Je n’ai pas beaucoup fréquenté les écrits de Jean Fremigacci, mais je leur dois, à lui et ses huit autres collègues dont les noms figurent en frontispice de la toute première livraison (n°1-2, janvier-juin, juillet-décembre 1975), la constitution d’une collection de la revue d’études historiques «Omaly sy Anio».
Dans sa contribution à ce premier numéro, Jean Fremigacci disséqua «La construction du chemin de fer Tananarive-Antsirabe (1911-1923), qu’au bout de 260 notes en bas de page, il condamne sévèrement : «Il est certes d’un usage courant, en politique, surtout coloniale, de dissocier les actes des intentions proclamées, et les moyens des fins. Mais rarement la distorsion aura été plus nette qu’à Madagascar au lendemain de la Grande Guerre».
Bien sûr, Jean Fremigacci avait étudié d’autres pans de l’histoire de Madagascar et de la bibliographie sélective, que j’avais établie voilà des années, je choisis un peu arbitrairement les cinq titres ci-après.
«Les chemins de fer de Madagascar, une modernisation manquée (1901-1936)», Afrique et histoire, vol.6 (2006/2) pp.163-191.
«Madagascar novembre 1946, les élections, étape décisive vers l’insurrection», dans Les élections législatives et sénatoriales outre-mer (J.Weber, dir.), les Indes Savantes, Paris, 2010, pp. 339-354.
«Apogée et mise à mort de la coopération universitaire France-Madagascar (1975-1992)», Outre-mers, numéro 384-385 (2014/2 ), pp.81-102.
«Bataillons marocains en campagne à Madagascar», dans Défendre l’empire (F. Garan, dir.) Paris, éditions Vendémiaire , 2013, pp. 41-96.
«Madagascar ou l’éternel retour de la crise», Afrique contemporaine, n°251 (janvier 2015), pp.123-140.
«Indes savantes», «Afrique contemporaine», «Outre-mers» : même l’éclectisme des collections littéraires me semble traverser en diagonale les réalités multiples de notre complexe archipel intérieur, donnant à notre insularité un rien supplémentaire d’encore plus fascinant.
L’empathie des universitaires malgaches à l’annonce de son décès est rassurante par rapport à certains autres propos qui voudraient récuser de l’objectivité aux analyses produites par des chercheurs étrangers.
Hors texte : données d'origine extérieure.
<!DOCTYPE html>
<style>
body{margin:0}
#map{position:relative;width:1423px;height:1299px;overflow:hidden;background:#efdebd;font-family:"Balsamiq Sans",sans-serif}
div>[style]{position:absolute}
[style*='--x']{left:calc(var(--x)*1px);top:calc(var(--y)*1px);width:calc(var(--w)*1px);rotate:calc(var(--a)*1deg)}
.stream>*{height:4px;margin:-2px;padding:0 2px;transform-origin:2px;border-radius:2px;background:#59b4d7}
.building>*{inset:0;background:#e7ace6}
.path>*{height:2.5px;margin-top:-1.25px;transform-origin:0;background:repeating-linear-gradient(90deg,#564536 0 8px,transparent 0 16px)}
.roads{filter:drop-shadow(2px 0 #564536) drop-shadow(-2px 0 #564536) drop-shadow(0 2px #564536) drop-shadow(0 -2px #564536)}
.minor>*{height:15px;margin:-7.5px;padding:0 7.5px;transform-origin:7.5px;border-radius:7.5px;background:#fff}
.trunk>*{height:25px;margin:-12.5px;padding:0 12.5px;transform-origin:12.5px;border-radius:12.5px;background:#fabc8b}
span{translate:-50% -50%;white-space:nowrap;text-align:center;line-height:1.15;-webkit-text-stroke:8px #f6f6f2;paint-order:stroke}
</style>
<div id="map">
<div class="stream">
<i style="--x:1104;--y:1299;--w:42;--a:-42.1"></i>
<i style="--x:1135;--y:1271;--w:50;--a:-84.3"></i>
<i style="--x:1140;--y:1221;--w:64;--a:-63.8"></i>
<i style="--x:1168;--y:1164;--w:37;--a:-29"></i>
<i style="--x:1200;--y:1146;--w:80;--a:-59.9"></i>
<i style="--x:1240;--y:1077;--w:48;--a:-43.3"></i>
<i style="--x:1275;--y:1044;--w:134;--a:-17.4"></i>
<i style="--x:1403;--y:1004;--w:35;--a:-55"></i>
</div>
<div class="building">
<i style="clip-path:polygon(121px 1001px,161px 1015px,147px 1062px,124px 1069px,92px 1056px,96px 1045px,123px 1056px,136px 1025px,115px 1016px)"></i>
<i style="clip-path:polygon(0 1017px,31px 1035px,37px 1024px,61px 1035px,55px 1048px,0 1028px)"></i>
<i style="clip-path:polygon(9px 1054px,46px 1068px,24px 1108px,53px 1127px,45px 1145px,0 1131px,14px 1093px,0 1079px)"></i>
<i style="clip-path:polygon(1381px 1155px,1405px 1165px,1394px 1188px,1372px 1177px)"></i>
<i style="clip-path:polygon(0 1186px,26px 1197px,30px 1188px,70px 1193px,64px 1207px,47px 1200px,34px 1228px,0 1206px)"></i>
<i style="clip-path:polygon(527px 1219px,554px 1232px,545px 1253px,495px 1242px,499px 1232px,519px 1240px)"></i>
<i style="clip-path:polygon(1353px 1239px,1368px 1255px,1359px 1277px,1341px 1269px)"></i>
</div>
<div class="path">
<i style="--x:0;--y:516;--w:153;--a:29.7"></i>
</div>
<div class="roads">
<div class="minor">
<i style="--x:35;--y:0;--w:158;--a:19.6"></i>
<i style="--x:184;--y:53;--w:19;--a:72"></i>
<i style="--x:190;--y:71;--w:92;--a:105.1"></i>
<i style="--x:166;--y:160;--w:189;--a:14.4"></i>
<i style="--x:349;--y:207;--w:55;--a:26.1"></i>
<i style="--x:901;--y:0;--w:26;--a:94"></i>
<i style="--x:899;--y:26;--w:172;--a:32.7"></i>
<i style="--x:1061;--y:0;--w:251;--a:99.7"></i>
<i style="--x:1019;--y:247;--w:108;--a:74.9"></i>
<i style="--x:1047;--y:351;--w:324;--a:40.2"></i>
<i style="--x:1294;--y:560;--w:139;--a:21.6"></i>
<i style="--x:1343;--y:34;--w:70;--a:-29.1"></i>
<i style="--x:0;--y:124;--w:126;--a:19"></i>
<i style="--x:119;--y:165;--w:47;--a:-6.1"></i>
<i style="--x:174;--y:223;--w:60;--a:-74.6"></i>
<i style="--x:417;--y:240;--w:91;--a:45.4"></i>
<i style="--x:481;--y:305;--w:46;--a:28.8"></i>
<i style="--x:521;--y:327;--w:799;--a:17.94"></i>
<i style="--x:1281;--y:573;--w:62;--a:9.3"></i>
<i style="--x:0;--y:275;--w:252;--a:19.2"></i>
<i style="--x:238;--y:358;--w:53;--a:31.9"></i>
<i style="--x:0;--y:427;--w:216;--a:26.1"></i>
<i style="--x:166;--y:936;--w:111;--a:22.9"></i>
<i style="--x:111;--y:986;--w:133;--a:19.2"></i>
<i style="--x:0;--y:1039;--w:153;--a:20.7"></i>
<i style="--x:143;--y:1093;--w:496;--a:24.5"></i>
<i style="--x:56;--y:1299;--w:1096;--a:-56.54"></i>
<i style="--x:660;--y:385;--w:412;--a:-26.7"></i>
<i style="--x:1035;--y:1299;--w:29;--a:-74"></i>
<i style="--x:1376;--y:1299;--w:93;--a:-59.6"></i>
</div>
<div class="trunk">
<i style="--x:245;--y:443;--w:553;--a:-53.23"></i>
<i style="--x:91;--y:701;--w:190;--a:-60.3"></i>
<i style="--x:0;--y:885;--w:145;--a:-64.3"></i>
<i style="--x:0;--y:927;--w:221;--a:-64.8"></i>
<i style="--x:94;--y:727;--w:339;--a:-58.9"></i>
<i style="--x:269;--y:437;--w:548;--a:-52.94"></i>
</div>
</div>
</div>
En lui exprimant leur sympathie, collègues et étudiants malgaches réaffirment simplement que l’expertise vraiment scientifique n’a pas de nationalité. C’est un peu le credo en Avant-propos du tout premier «Omaly sy Anio» : «La recherche du point de vue exact, d’où le jugement historique devient légitime, apparaît le souci premier».
Le parcours malgache de Jean Fremigacci avait commencé au lycée Gallieni d’Andohalo. Il est dommage que les Anciens du «Bahut» ne témoignent pas plus souvent de la richesse de l’enseignement et de la culture générale dispensée au sein de ce grand établissement scolaire. La liste des enseignants dont j’ai ouïe dire et les outils intellectuels dont ils avaient su équiper nombre de leurs élèves mériteraient un développement d’une autre ampleur qu’une brève note d’Obituary.